Provide again, from the entries below, every line from the one containing "middle mcp: (604, 384)" through the one containing "pinky tip: (419, 403)", exactly as written, and no other line.

BEGIN

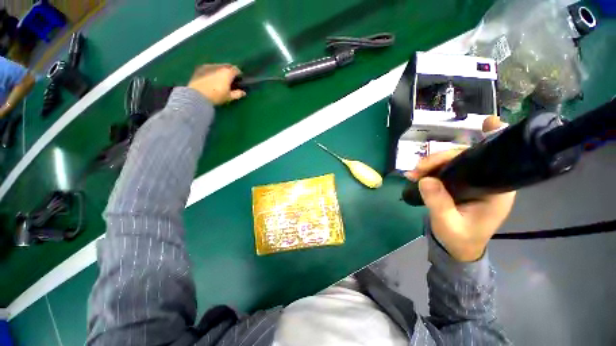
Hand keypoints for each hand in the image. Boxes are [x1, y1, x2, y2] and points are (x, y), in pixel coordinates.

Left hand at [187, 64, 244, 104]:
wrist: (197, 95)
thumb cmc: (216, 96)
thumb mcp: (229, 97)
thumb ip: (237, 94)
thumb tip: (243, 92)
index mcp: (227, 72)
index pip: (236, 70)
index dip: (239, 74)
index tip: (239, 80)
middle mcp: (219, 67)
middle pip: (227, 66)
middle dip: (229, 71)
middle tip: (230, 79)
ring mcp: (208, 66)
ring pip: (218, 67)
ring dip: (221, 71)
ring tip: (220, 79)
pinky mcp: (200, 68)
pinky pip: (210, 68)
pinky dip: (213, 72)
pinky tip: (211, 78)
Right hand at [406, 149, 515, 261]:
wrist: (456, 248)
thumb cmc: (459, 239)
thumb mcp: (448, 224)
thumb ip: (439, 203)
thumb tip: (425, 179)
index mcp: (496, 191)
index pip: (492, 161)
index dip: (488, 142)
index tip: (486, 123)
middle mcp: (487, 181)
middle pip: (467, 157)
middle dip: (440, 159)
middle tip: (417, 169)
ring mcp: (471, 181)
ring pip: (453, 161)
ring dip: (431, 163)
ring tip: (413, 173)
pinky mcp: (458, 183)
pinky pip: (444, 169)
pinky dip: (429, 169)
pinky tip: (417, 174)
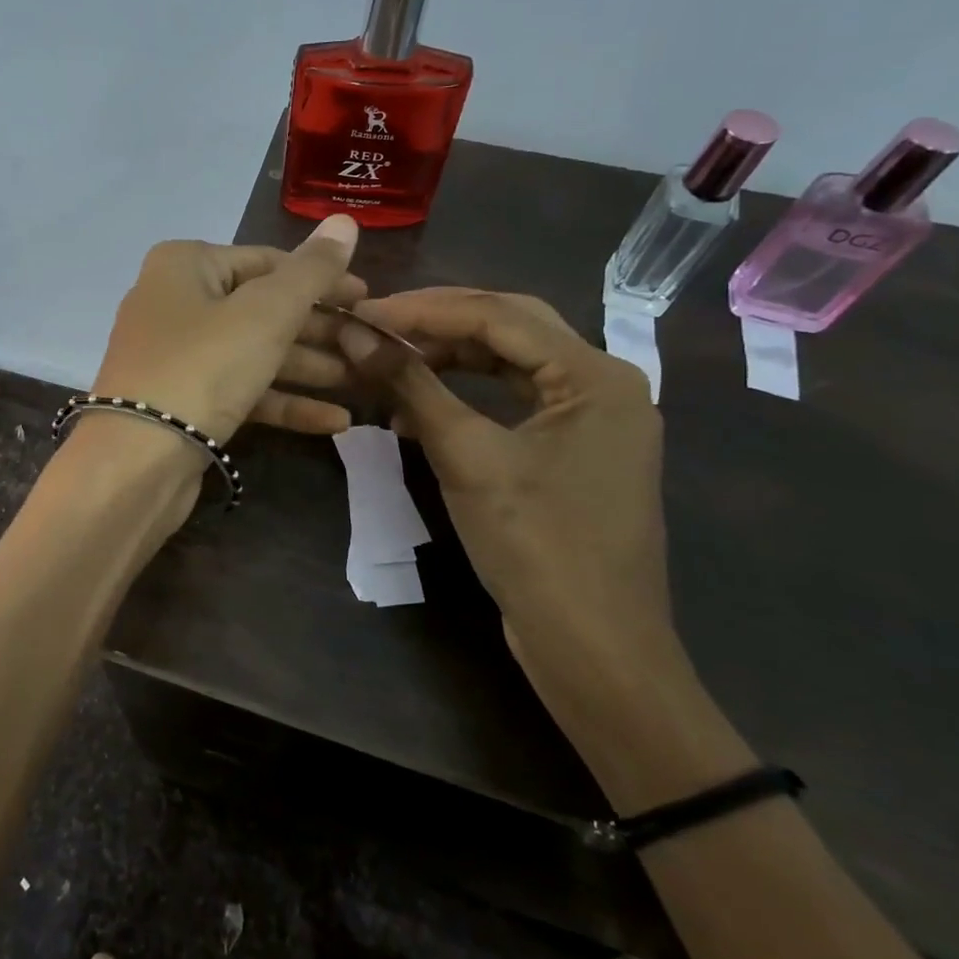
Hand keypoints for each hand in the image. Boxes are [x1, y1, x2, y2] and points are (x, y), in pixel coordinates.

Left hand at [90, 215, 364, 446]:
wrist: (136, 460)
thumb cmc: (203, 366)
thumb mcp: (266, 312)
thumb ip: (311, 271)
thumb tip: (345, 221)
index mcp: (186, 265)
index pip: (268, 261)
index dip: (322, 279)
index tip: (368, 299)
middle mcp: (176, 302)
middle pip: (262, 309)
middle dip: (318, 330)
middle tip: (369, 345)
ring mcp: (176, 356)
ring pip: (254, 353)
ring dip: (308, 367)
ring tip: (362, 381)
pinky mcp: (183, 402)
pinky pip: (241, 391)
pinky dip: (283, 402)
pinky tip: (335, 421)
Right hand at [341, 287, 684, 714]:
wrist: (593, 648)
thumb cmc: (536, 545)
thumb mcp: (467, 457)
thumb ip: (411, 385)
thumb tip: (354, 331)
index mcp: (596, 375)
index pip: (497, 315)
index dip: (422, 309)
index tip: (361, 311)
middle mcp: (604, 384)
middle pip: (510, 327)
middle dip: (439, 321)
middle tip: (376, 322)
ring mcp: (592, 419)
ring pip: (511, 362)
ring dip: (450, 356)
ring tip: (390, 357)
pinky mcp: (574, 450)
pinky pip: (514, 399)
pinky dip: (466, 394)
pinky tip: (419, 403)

END
BEGIN

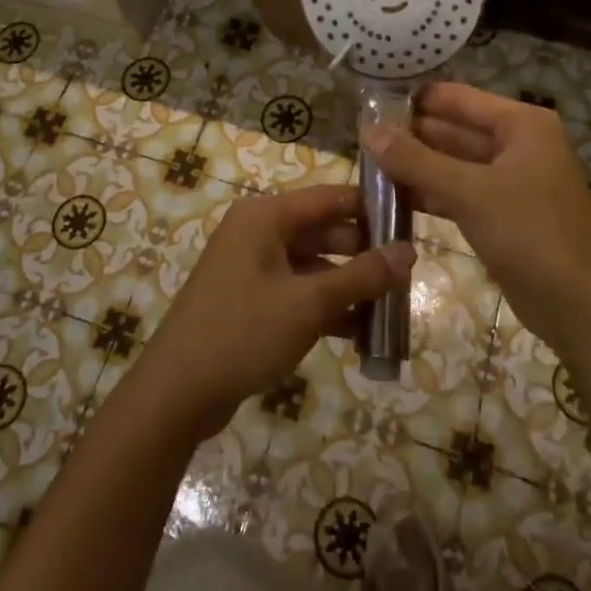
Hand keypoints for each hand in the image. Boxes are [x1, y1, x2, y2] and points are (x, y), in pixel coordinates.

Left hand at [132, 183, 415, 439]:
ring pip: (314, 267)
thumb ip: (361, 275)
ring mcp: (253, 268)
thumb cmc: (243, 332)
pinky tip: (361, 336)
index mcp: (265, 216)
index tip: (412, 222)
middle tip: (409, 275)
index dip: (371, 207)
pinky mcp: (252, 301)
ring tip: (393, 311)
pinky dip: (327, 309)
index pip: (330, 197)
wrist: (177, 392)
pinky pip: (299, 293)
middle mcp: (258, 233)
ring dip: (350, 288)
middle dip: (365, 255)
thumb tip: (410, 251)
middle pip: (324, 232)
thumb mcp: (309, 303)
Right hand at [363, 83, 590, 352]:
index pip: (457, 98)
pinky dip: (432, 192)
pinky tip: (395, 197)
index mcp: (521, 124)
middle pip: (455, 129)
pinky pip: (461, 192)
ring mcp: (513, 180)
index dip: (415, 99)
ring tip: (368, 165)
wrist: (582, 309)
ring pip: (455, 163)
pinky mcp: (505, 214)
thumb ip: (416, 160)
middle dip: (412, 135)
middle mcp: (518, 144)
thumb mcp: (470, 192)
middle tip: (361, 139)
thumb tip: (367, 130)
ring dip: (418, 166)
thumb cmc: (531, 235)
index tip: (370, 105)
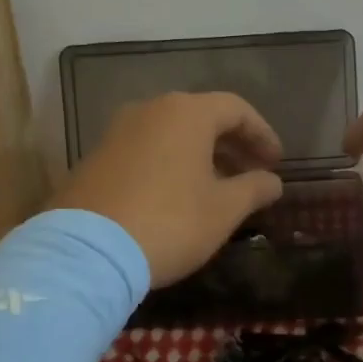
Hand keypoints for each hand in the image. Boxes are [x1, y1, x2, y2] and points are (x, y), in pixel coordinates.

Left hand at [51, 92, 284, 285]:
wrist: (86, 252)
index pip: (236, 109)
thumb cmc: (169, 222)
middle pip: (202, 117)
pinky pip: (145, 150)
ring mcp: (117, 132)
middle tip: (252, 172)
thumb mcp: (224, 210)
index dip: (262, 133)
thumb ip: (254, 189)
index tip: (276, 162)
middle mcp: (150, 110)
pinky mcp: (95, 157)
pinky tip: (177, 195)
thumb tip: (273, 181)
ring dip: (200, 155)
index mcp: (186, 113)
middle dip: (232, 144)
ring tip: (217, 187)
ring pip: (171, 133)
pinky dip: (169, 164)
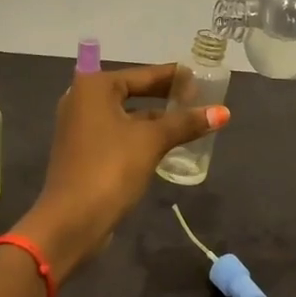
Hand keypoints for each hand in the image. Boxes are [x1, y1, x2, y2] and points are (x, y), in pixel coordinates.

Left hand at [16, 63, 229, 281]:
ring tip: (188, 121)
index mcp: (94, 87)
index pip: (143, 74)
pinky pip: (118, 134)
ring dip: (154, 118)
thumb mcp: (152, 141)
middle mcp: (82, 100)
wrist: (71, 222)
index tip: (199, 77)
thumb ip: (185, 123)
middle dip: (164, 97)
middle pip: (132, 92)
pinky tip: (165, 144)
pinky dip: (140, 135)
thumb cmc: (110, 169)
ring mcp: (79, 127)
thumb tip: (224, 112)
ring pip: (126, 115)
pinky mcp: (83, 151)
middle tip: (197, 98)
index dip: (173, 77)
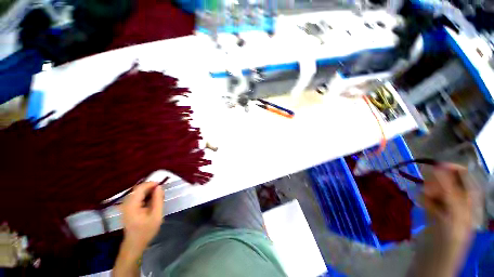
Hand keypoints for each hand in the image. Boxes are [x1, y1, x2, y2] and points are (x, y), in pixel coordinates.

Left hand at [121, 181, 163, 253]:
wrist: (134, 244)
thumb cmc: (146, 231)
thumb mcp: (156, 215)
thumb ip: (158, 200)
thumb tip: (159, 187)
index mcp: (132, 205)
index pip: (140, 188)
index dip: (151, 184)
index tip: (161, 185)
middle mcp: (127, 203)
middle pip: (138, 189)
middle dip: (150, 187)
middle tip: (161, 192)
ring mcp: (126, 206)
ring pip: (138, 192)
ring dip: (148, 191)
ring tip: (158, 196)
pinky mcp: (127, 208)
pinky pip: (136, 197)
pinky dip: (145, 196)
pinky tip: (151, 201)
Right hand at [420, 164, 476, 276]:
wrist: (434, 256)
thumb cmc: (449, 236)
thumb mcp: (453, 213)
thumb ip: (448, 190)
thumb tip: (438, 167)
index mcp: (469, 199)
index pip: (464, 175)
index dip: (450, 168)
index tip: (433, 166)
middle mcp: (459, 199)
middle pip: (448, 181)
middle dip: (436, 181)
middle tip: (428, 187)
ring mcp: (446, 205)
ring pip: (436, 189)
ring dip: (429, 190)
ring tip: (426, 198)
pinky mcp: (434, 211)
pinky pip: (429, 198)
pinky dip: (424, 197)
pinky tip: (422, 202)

END

» Answer area:
middle mcp: (604, 384)
middle pip: (510, 327)
middle dip: (439, 321)
middle tip: (376, 322)
ring mcp: (592, 419)
ring pip: (511, 362)
ring dip: (450, 356)
ring tip: (390, 357)
pinky mcp: (574, 450)
pinky pip: (514, 399)
pinky dip: (466, 394)
pinky tip: (419, 403)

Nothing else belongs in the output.